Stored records
_ _ _ _ _ _ _

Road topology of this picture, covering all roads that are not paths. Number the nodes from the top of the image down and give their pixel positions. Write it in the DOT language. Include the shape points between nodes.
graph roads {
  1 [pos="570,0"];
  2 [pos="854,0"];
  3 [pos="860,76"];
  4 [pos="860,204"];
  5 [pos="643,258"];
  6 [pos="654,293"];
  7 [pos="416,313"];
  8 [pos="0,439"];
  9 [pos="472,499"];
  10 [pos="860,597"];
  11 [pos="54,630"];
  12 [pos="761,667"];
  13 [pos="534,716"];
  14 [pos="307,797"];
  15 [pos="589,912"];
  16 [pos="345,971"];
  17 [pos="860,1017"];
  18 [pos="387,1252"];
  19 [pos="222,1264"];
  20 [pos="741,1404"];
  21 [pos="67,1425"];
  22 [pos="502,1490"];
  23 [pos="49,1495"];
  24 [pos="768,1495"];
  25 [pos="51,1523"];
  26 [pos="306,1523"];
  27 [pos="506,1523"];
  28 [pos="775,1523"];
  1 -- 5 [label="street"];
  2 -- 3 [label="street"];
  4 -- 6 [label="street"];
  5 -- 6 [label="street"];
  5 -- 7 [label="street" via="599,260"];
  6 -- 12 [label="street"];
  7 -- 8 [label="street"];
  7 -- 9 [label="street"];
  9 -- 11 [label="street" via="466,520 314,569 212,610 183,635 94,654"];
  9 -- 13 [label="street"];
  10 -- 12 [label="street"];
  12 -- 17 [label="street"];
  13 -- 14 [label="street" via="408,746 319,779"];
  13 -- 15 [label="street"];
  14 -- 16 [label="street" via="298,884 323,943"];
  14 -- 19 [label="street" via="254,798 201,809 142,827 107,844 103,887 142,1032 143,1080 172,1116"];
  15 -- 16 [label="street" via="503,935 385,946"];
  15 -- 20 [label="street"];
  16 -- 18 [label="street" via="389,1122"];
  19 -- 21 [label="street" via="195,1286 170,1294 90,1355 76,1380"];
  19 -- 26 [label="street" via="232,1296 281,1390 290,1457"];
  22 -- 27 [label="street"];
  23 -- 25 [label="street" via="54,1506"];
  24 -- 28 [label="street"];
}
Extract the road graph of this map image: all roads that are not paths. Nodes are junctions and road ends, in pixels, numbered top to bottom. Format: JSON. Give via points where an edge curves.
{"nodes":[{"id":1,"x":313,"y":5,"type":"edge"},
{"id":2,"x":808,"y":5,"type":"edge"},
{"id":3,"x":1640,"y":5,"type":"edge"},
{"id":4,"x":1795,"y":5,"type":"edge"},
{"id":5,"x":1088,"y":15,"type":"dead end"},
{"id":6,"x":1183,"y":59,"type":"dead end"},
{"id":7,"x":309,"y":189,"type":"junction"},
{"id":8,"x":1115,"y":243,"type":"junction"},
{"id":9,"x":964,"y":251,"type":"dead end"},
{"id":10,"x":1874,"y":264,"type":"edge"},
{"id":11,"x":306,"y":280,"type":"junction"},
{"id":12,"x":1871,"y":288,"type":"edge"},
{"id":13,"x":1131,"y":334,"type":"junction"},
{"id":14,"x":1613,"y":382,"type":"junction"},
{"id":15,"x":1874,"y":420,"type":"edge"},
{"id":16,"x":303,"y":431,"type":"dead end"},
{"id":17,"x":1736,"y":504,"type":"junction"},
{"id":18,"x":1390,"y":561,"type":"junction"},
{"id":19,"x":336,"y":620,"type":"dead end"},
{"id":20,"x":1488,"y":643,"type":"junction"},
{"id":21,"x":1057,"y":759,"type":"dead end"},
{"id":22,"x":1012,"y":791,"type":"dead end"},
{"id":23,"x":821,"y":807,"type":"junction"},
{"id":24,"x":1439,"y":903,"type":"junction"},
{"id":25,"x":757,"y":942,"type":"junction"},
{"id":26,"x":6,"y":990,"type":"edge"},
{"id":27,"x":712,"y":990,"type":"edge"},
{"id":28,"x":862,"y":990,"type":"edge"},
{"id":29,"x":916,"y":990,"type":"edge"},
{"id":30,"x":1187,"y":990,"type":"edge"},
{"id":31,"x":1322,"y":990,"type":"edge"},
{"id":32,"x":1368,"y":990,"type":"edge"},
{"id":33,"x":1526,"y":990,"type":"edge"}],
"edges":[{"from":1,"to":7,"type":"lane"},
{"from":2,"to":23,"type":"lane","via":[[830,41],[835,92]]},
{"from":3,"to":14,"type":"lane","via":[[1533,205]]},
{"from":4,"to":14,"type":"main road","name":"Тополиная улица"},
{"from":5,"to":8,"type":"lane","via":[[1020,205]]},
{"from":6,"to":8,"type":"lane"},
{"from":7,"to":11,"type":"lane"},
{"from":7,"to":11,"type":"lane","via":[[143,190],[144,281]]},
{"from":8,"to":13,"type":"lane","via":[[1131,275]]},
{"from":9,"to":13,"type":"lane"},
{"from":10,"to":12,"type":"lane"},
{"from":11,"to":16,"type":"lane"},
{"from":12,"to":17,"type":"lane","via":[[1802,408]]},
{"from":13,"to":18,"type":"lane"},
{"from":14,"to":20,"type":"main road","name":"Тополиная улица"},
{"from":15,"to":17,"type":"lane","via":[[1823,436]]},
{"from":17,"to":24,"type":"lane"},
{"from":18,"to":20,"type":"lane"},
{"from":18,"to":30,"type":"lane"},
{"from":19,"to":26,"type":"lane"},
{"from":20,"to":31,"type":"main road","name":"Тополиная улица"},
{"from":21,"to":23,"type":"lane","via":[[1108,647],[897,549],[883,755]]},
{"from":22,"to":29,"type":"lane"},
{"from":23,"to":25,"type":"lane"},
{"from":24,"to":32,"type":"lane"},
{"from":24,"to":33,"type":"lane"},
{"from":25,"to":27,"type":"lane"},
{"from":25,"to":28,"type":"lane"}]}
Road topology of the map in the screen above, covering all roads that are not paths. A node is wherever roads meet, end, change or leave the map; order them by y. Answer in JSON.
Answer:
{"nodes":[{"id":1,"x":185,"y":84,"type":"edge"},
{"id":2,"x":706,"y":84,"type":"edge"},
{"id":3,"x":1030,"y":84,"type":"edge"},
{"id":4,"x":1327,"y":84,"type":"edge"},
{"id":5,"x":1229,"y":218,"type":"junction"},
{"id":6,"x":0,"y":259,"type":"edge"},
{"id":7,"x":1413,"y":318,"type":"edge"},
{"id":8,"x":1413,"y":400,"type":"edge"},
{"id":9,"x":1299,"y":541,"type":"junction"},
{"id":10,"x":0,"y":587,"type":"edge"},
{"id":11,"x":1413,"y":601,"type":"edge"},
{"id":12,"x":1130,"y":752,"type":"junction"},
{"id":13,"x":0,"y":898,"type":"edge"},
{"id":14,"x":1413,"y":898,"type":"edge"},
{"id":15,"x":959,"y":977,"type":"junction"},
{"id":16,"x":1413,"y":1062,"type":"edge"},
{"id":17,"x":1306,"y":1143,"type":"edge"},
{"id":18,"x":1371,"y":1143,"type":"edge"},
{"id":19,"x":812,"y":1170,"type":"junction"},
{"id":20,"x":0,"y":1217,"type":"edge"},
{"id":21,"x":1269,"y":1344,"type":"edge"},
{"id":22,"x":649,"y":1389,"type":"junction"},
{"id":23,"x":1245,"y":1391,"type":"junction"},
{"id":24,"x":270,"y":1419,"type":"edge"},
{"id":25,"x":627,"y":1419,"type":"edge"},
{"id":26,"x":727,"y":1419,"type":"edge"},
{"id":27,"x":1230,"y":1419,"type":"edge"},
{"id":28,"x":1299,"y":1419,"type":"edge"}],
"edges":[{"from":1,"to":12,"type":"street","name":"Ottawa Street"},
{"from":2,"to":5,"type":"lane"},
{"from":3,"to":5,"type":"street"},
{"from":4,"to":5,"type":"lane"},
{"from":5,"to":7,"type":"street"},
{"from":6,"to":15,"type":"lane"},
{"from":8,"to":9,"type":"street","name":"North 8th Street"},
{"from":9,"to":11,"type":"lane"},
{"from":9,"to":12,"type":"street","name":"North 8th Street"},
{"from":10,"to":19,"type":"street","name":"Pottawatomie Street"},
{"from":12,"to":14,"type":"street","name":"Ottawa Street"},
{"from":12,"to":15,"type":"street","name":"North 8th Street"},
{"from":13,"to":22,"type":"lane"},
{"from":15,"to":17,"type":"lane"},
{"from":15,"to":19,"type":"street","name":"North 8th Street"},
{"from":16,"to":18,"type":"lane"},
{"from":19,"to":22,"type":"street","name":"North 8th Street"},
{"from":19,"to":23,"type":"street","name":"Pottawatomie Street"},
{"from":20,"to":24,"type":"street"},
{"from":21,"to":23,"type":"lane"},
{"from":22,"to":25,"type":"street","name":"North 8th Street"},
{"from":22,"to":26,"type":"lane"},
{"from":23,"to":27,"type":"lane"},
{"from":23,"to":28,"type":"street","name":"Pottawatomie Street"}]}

_ _ _ _ _ _ _

### Work instructions
All lines above with the word "points" need to be reported.

### Result for this exercise
Road topology of this picture, covering all roads that are not paths. Number the nodes from the top of the image down and give their pixel positions. Write it in the DOT language. Include the shape points between nodes.
Extract the road graph of this map image: all roads that are not paths. Nodes are junctions and road ends, in pixels, numbered top to bottom. Format: JSON. Give via points where an edge curves.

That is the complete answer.